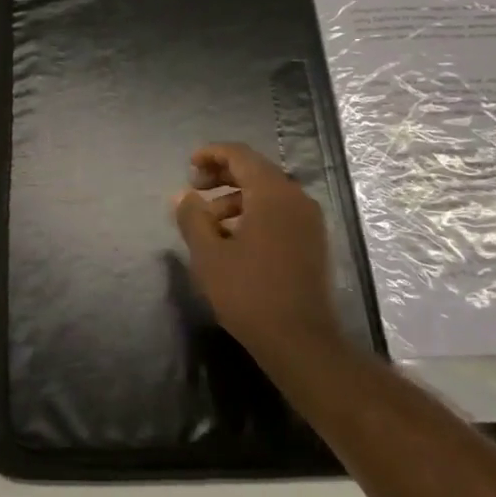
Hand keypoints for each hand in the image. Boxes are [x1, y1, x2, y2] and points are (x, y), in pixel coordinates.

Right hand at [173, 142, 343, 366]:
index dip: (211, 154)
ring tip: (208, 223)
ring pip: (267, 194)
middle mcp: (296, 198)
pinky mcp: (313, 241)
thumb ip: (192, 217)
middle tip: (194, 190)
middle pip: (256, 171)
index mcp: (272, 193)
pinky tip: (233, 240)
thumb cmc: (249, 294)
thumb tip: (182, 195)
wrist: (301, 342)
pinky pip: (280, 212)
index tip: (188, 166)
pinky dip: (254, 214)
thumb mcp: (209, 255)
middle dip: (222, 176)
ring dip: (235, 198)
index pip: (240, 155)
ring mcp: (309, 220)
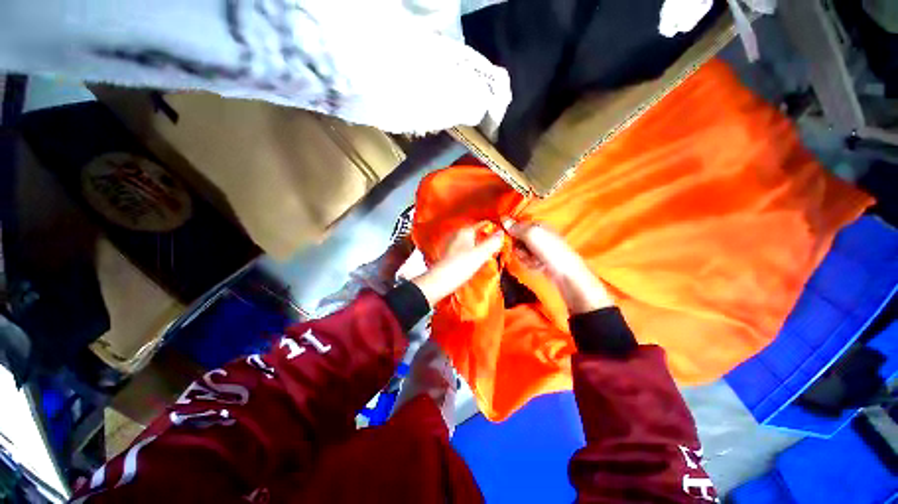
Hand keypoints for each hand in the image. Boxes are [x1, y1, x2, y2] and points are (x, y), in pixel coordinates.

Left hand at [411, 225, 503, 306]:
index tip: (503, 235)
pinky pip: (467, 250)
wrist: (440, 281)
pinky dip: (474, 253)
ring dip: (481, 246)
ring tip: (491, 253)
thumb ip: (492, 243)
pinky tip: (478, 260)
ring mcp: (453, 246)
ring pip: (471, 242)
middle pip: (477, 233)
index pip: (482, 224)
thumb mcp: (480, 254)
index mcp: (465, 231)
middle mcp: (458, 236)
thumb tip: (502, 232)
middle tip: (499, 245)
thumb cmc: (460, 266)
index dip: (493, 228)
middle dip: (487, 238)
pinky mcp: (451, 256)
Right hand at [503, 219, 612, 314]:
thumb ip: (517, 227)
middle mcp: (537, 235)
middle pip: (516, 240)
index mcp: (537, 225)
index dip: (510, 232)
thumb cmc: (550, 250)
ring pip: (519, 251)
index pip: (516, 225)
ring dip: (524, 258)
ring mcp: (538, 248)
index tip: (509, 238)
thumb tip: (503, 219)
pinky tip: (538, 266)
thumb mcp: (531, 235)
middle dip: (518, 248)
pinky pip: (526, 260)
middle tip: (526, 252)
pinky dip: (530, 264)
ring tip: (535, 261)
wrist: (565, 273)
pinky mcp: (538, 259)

————————

- Instructions to follow:
Only the lines from the one holding "thumb cmc: (460, 266)" through the end of the listing should appear in the response, each restated exactly.

- Answer box:
thumb cmc: (460, 266)
index dip: (493, 228)
middle dip: (487, 238)
pinky mcp: (451, 256)
Right hand at [503, 219, 612, 314]:
thumb ip: (517, 227)
middle mcp: (537, 235)
middle pip: (516, 240)
index mcp: (537, 225)
index dip: (510, 232)
thumb cmc: (550, 250)
ring pip: (519, 251)
index pip: (516, 225)
ring dip: (524, 258)
ring mcp: (538, 248)
index tip: (509, 238)
thumb tip: (503, 219)
pinky tip: (538, 266)
thumb mcp: (531, 235)
middle dip: (518, 248)
pinky pip: (526, 260)
middle tip: (526, 252)
pinky dip: (530, 264)
ring tip: (535, 261)
wrist: (565, 273)
pinky mcp: (538, 259)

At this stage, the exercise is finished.